The 2016 Antipode AAG Lecture
Now What?
Michael Watts
University of California, Berkeley
The 2016 Antipode AAG Lecture will be presented by Michael Watts on Wednesday 30th March, from 17:20 to 19:00 (in Continental 5, Hilton Hotel, Ballroom Level); the lecture will be followed by a drinks reception sponsored by our publisher, Wiley.
Michael is the Class of 1963 Chair in Geography at the University of California, Berkeley. We suspect he needs little introduction from us, though. Since the mid 1970s he has been central to so many of the conversations that have made radical/critical geography what it is today. Marxist agrarian studies; famine; colonial transitions and postcolonial capitalisms; the political economy of development; political ecology; food systems; contract farming; oil and petropolitics; the critique of the “resource curse”; state and corporate power; capitalism and modernity; Africa and the consequences of structural adjustment; development at the turn of the millennium; Islam and social struggle; war and spectacle; the legacies of 1968 and other utopias…the list of keywords goes on and on.
In this virtual issue of Antipode, we follow a red thread running through all this, pulling together a number of recent papers from our archives as a primer and/or further reading to the lecture (all of the papers will be free online).

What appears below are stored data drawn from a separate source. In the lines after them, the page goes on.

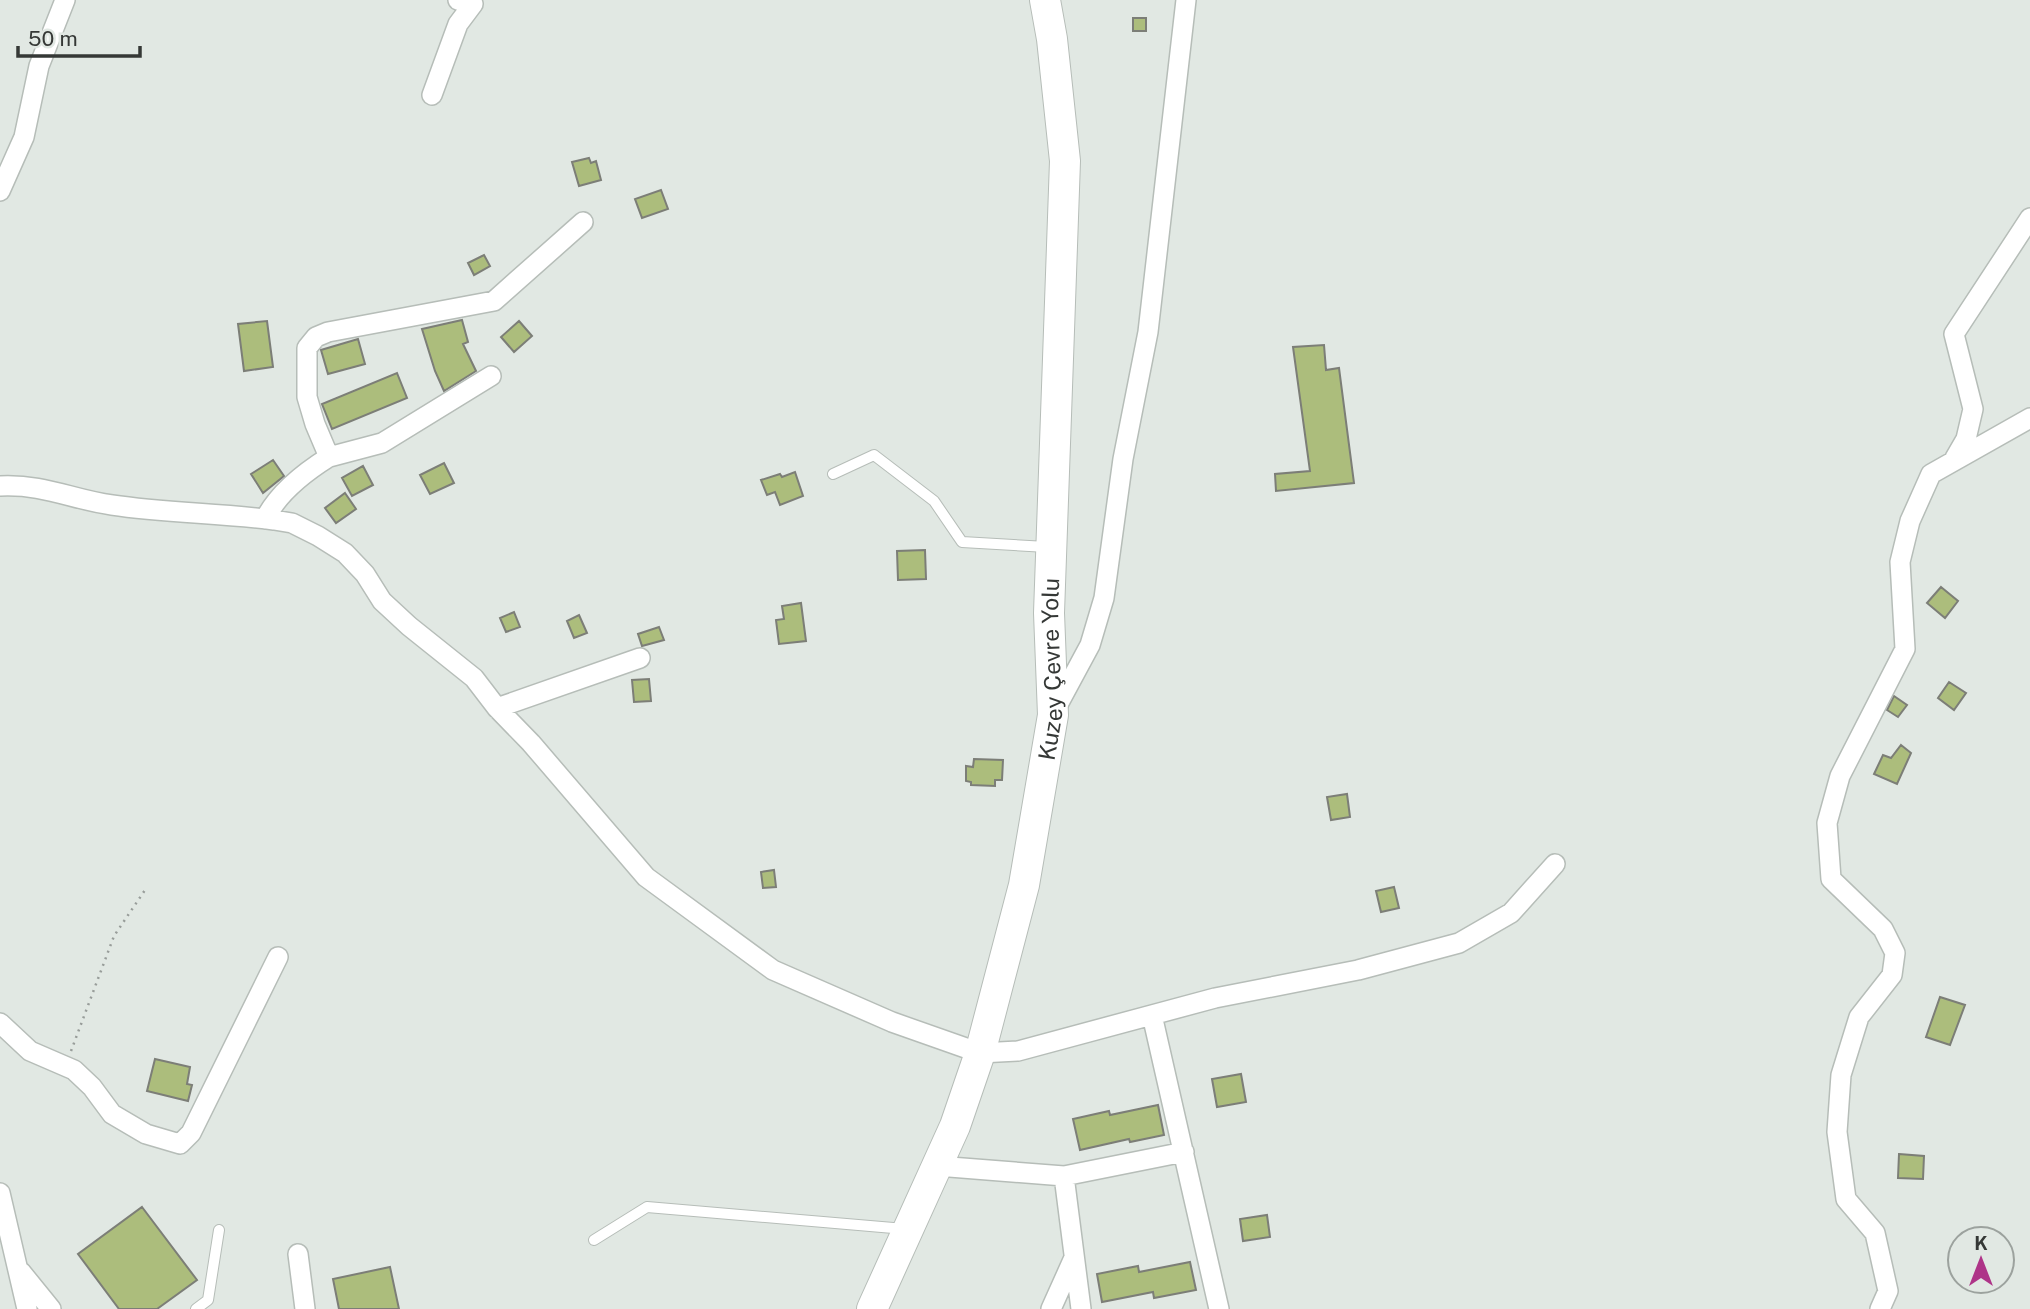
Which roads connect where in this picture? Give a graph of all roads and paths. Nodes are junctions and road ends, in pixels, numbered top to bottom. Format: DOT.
graph roads {
  1 [pos="65,0"];
  2 [pos="458,0"];
  3 [pos="1045,0"];
  4 [pos="1186,0"];
  5 [pos="432,95"];
  6 [pos="0,191"];
  7 [pos="2030,218"];
  8 [pos="583,222"];
  9 [pos="491,376"];
  10 [pos="2030,418"];
  11 [pos="329,457"];
  12 [pos="1954,459"];
  13 [pos="833,474"];
  14 [pos="0,486"];
  15 [pos="265,519"];
  16 [pos="1051,547"];
  17 [pos="640,658"];
  18 [pos="497,708"];
  19 [pos="1053,715"];
  20 [pos="1555,864"];
  21 [pos="145,890"];
  22 [pos="278,957"];
  23 [pos="1152,1015"];
  24 [pos="0,1023"];
  25 [pos="980,1053"];
  26 [pos="65,1067"];
  27 [pos="1184,1152"];
  28 [pos="937,1166"];
  29 [pos="1064,1176"];
  30 [pos="0,1193"];
  31 [pos="908,1229"];
  32 [pos="219,1230"];
  33 [pos="594,1240"];
  34 [pos="298,1254"];
  35 [pos="1073,1260"];
  36 [pos="19,1269"];
  37 [pos="27,1309"];
  38 [pos="51,1309"];
  39 [pos="196,1309"];
  40 [pos="305,1309"];
  41 [pos="872,1309"];
  42 [pos="1051,1309"];
  43 [pos="1081,1309"];
  44 [pos="1219,1309"];
  45 [pos="1880,1309"];
  1 -- 6 [label="street"];
  2 -- 5 [label="street"];
  3 -- 16 [label="main road, Kuzey Çevre Yolu"];
  4 -- 19 [label="street"];
  7 -- 12 [label="street"];
  8 -- 11 [label="street"];
  9 -- 11 [label="street"];
  10 -- 12 [label="street"];
  11 -- 15 [label="street"];
  12 -- 45 [label="street"];
  13 -- 16 [label="lane"];
  14 -- 15 [label="street"];
  15 -- 18 [label="street"];
  16 -- 19 [label="main road, Kuzey Çevre Yolu"];
  17 -- 18 [label="street"];
  18 -- 25 [label="street"];
  19 -- 25 [label="main road, Kuzey Çevre Yolu"];
  20 -- 23 [label="street"];
  21 -- 26 [label="path"];
  22 -- 26 [label="street"];
  23 -- 25 [label="street"];
  23 -- 27 [label="street"];
  24 -- 26 [label="street"];
  25 -- 28 [label="main road, Kuzey Çevre Yolu"];
  27 -- 29 [label="street"];
  27 -- 44 [label="street"];
  28 -- 29 [label="street"];
  28 -- 31 [label="main road, Kuzey Çevre Yolu"];
  29 -- 35 [label="street"];
  30 -- 36 [label="street"];
  31 -- 33 [label="lane"];
  31 -- 41 [label="main road, Kuzey Çevre Yolu"];
  32 -- 39 [label="lane"];
  34 -- 40 [label="street"];
  35 -- 42 [label="street"];
  35 -- 43 [label="street"];
  36 -- 37 [label="street"];
  36 -- 38 [label="street"];
}
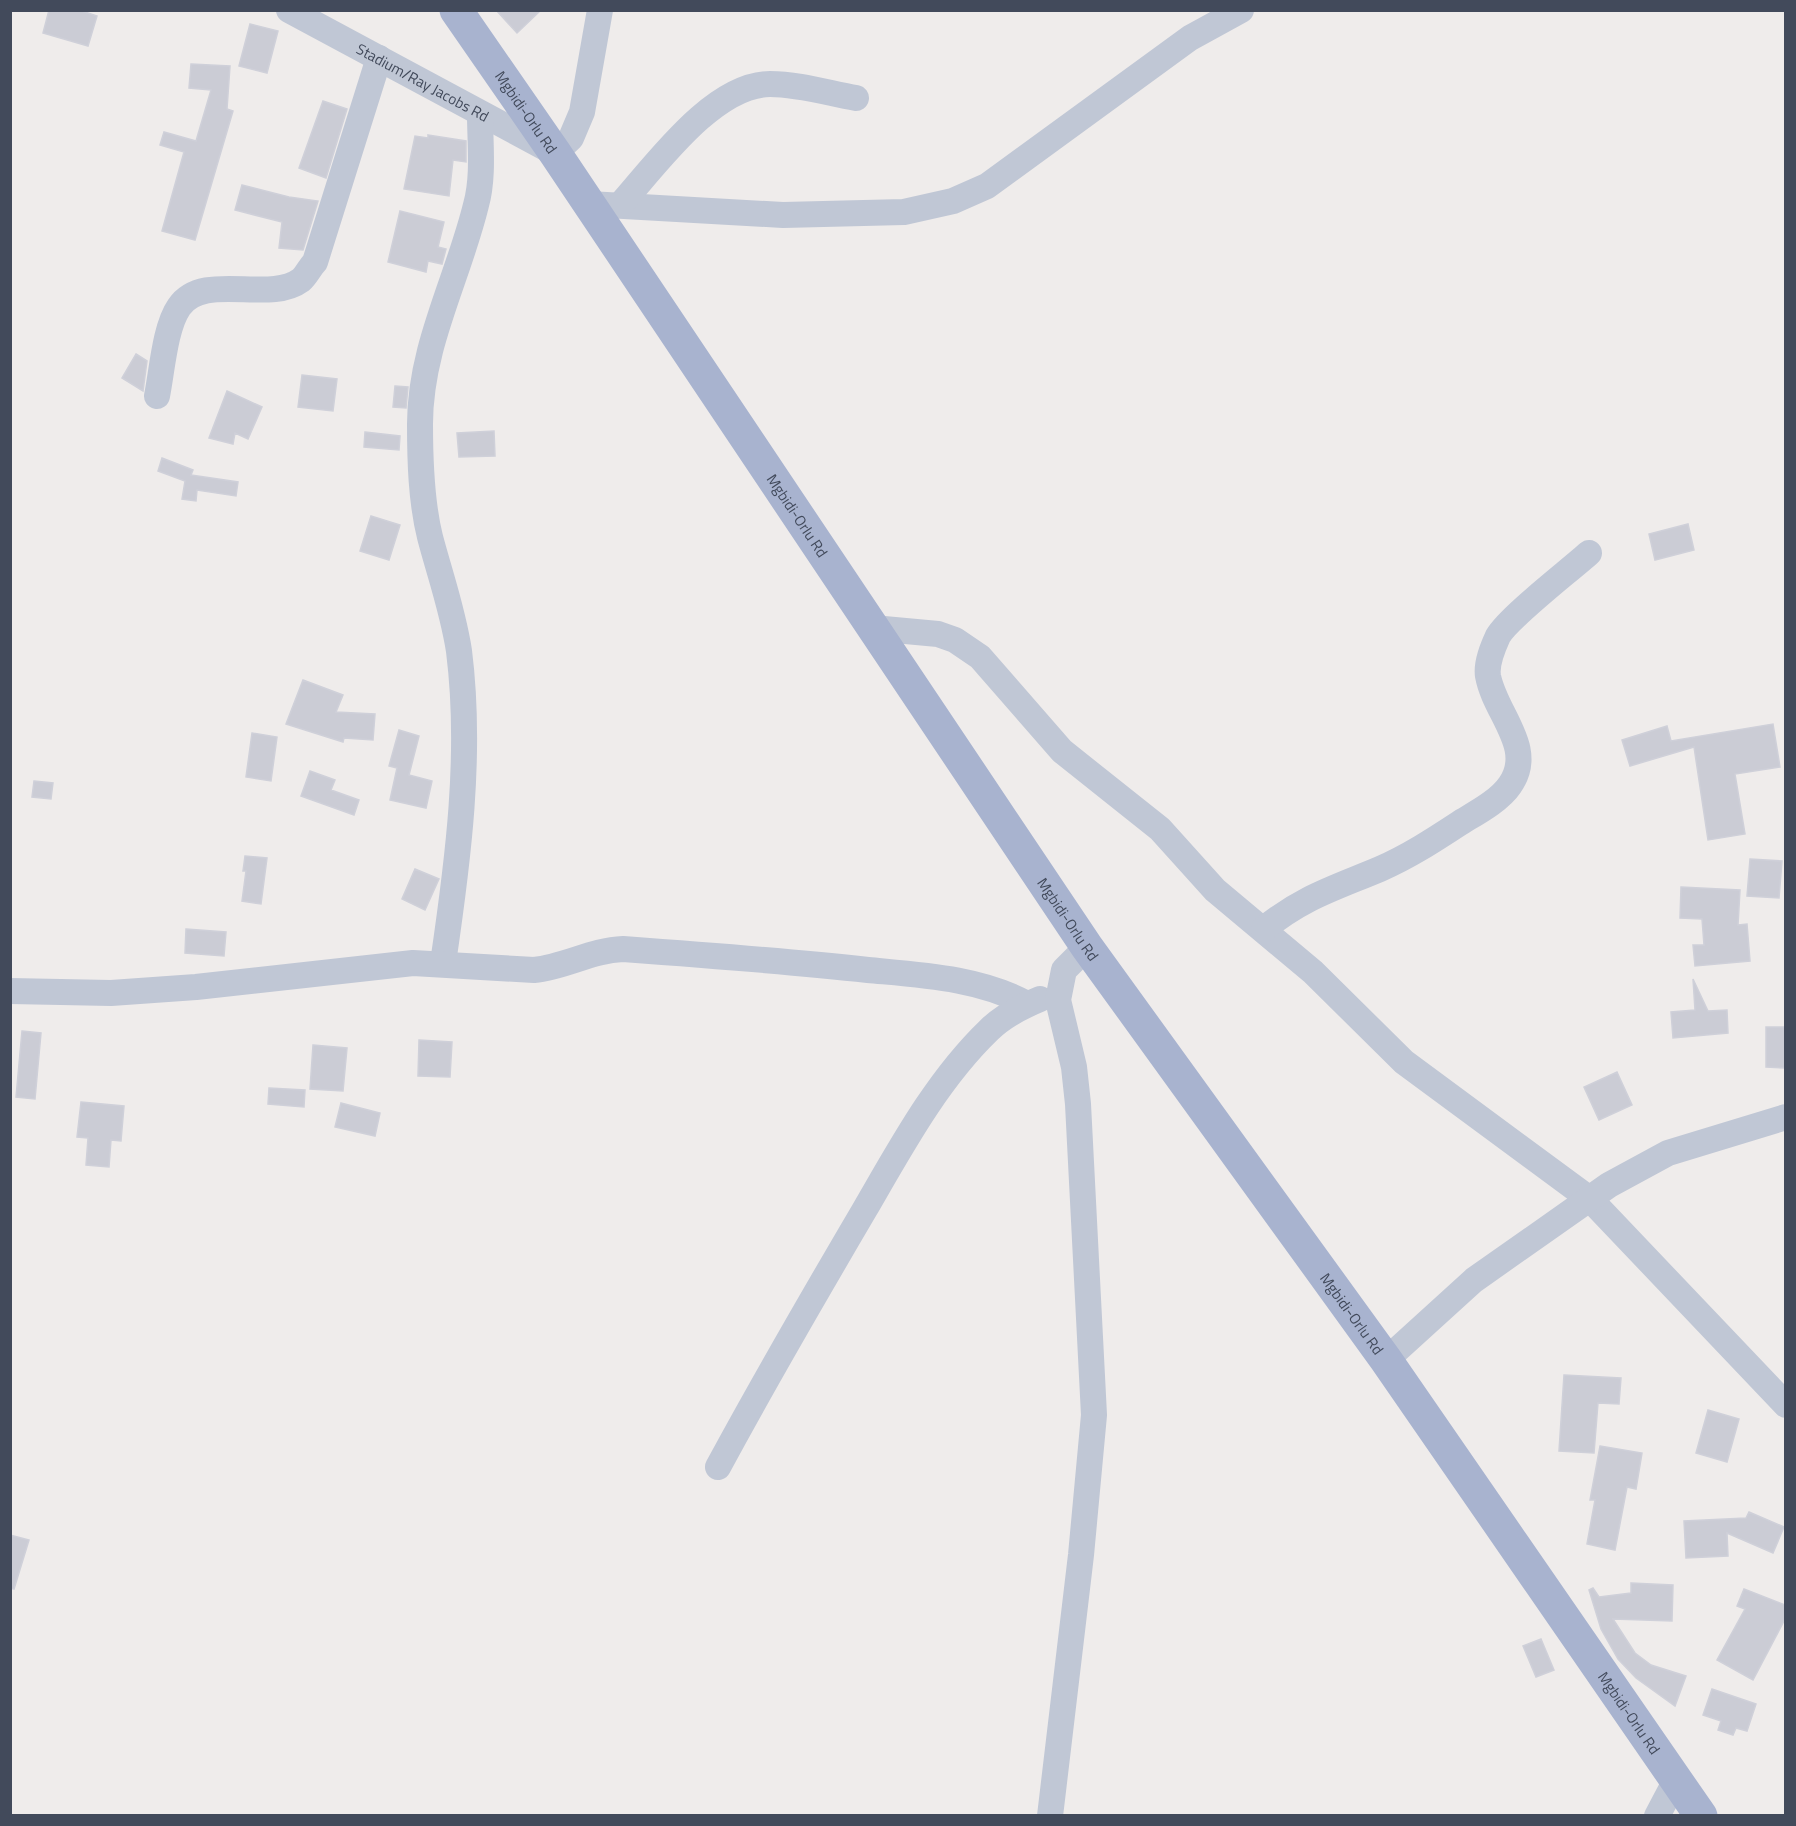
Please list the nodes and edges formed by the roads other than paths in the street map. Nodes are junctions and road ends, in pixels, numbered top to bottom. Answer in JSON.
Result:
{"nodes":[{"id":1,"x":289,"y":10,"type":"edge"},
{"id":2,"x":456,"y":10,"type":"edge"},
{"id":3,"x":600,"y":10,"type":"edge"},
{"id":4,"x":1241,"y":10,"type":"edge"},
{"id":5,"x":379,"y":57,"type":"junction"},
{"id":6,"x":856,"y":98,"type":"dead end"},
{"id":7,"x":480,"y":114,"type":"junction"},
{"id":8,"x":555,"y":153,"type":"junction"},
{"id":9,"x":605,"y":205,"type":"junction"},
{"id":10,"x":157,"y":396,"type":"dead end"},
{"id":11,"x":1589,"y":553,"type":"dead end"},
{"id":12,"x":873,"y":628,"type":"junction"},
{"id":13,"x":1264,"y":929,"type":"junction"},
{"id":14,"x":1087,"y":947,"type":"junction"},
{"id":15,"x":443,"y":963,"type":"junction"},
{"id":16,"x":10,"y":991,"type":"edge"},
{"id":17,"x":1058,"y":1000,"type":"junction"},
{"id":18,"x":1027,"y":1004,"type":"junction"},
{"id":19,"x":1785,"y":1117,"type":"edge"},
{"id":20,"x":1591,"y":1200,"type":"junction"},
{"id":21,"x":1386,"y":1360,"type":"junction"},
{"id":22,"x":1785,"y":1405,"type":"edge"},
{"id":23,"x":718,"y":1467,"type":"dead end"},
{"id":24,"x":1676,"y":1780,"type":"junction"},
{"id":25,"x":1050,"y":1815,"type":"edge"},
{"id":26,"x":1657,"y":1815,"type":"edge"},
{"id":27,"x":1701,"y":1815,"type":"edge"}],
"edges":[{"from":1,"to":5,"type":"street","name":"Stadium/Ray Jacobs Rd"},
{"from":2,"to":8,"type":"main road","name":"Mgbidi-Orlu Rd"},
{"from":3,"to":8,"type":"street"},
{"from":4,"to":9,"type":"street"},
{"from":5,"to":7,"type":"street","name":"Stadium/Ray Jacobs Rd"},
{"from":5,"to":10,"type":"street"},
{"from":6,"to":9,"type":"street"},
{"from":7,"to":8,"type":"street","name":"Stadium/Ray Jacobs Rd"},
{"from":7,"to":15,"type":"street"},
{"from":8,"to":9,"type":"main road","name":"Mgbidi-Orlu Rd"},
{"from":9,"to":12,"type":"main road","name":"Mgbidi-Orlu Rd"},
{"from":11,"to":13,"type":"street"},
{"from":12,"to":13,"type":"street"},
{"from":12,"to":14,"type":"main road","name":"Mgbidi-Orlu Rd"},
{"from":13,"to":20,"type":"street"},
{"from":14,"to":17,"type":"street"},
{"from":14,"to":21,"type":"main road","name":"Mgbidi-Orlu Rd"},
{"from":15,"to":16,"type":"street"},
{"from":15,"to":18,"type":"street"},
{"from":17,"to":18,"type":"street"},
{"from":17,"to":25,"type":"street"},
{"from":18,"to":23,"type":"street"},
{"from":19,"to":20,"type":"street"},
{"from":20,"to":21,"type":"street"},
{"from":20,"to":22,"type":"street"},
{"from":21,"to":24,"type":"main road","name":"Mgbidi-Orlu Rd"},
{"from":24,"to":26,"type":"street"},
{"from":24,"to":27,"type":"main road","name":"Mgbidi-Orlu Rd"}]}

Michael has published a few “reflective” pieces in recent years (see Watts et al. 2001; Watts 2013; Watts and Elden 2015), pieces looking back over his career to his now classic text, one of the foundations of the field “political ecology”, Silent Violence (1983a). At least two things shine out to us. The first is the depth of his engagements with, and commitments to, the places in which he’s worked. Nigeria he describes as “…a bit of a train wreck, endlessly dispiriting, always surprising, unpredictable…a country of such enormous and unrelenting energy and creativity that it has been hard to walk away from”; fieldwork there over the last 30+ years has been “energizing, exciting, and enriching”, and, at the same time, “one of the most dispiriting of experiences”.[1]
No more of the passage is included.